* _Supplied information_:
○ ○ ○ ○ ○

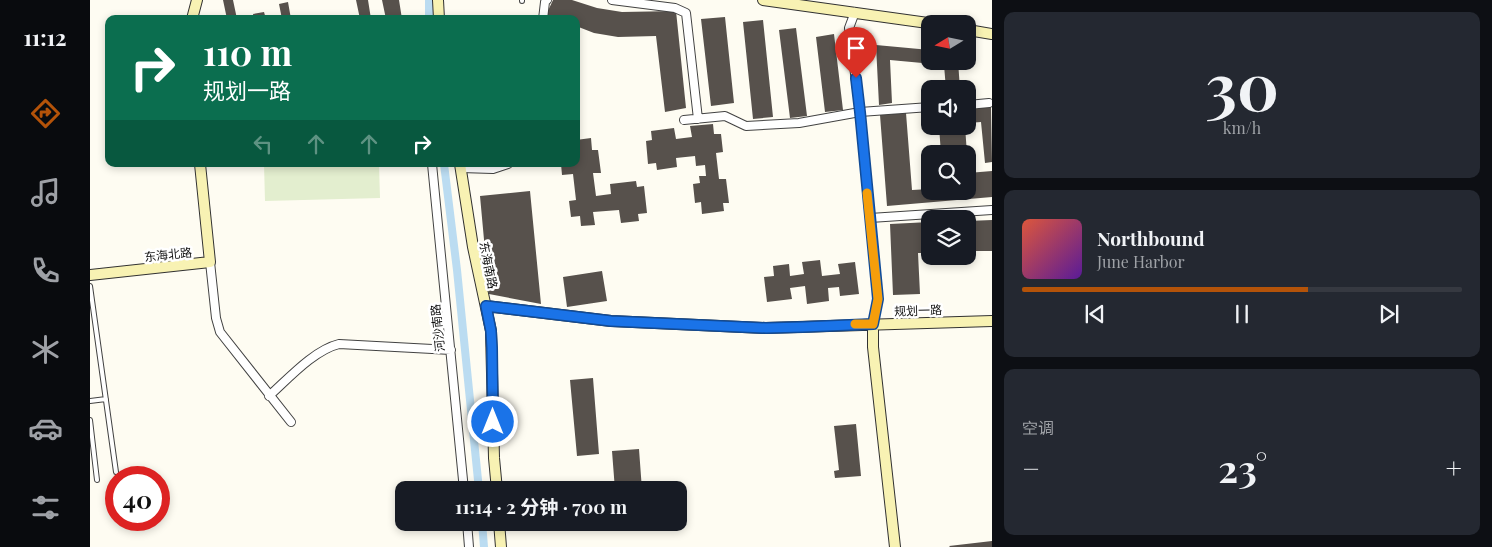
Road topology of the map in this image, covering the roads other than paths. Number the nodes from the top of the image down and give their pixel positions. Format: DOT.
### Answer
graph roads {
  1 [pos="197,0"];
  2 [pos="438,0"];
  3 [pos="547,0"];
  4 [pos="612,0"];
  5 [pos="763,0"];
  6 [pos="855,12"];
  7 [pos="193,15"];
  8 [pos="439,15"];
  9 [pos="543,15"];
  10 [pos="921,22"];
  11 [pos="976,31"];
  12 [pos="992,34"];
  13 [pos="989,103"];
  14 [pos="976,104"];
  15 [pos="921,108"];
  16 [pos="860,112"];
  17 [pos="698,119"];
  18 [pos="684,120"];
  19 [pos="200,167"];
  20 [pos="432,167"];
  21 [pos="461,167"];
  22 [pos="476,167"];
  23 [pos="496,167"];
  24 [pos="992,210"];
  25 [pos="870,218"];
  26 [pos="210,262"];
  27 [pos="90,275"];
  28 [pos="90,286"];
  29 [pos="486,306"];
  30 [pos="992,321"];
  31 [pos="873,324"];
  32 [pos="451,350"];
  33 [pos="269,396"];
  34 [pos="106,399"];
  35 [pos="90,401"];
  36 [pos="90,420"];
  37 [pos="291,422"];
  38 [pos="115,466"];
  39 [pos="97,480"];
  40 [pos="463,481"];
  41 [pos="496,481"];
  42 [pos="468,531"];
  43 [pos="500,531"];
  44 [pos="469,547"];
  45 [pos="501,547"];
  46 [pos="895,547"];
  1 -- 7 [label="street"];
  2 -- 8 [label="street"];
  3 -- 9 [label="street"];
  4 -- 17 [label="street"];
  5 -- 6 [label="street"];
  6 -- 10 [label="street"];
  6 -- 16 [label="street"];
  11 -- 12 [label="street"];
  13 -- 14 [label="street"];
  15 -- 16 [label="street"];
  16 -- 17 [label="street"];
  16 -- 25 [label="street"];
  17 -- 18 [label="street"];
  19 -- 26 [label="street, 东海北路"];
  20 -- 32 [label="street, 河沙南路"];
  21 -- 29 [label="street, 东海南路"];
  22 -- 23 [label="street"];
  24 -- 25 [label="street"];
  25 -- 31 [label="street"];
  26 -- 27 [label="street, 东海北路"];
  26 -- 33 [label="street"];
  28 -- 34 [label="lane"];
  29 -- 31 [label="street, 规划一路"];
  29 -- 41 [label="street, 东海南路"];
  30 -- 31 [label="street, 规划一路"];
  31 -- 46 [label="street"];
  32 -- 33 [label="street"];
  32 -- 40 [label="street, 河沙南路"];
  33 -- 37 [label="street"];
  34 -- 35 [label="lane"];
  34 -- 38 [label="lane"];
  36 -- 39 [label="lane"];
  42 -- 44 [label="street"];
  43 -- 45 [label="street"];
}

○ ○ ○ ○ ○

* _Aim of the task_: Since only lines holding the word "东海南路" matter, count them in the data above and report the number alone.

* _Result of the exercise_: 2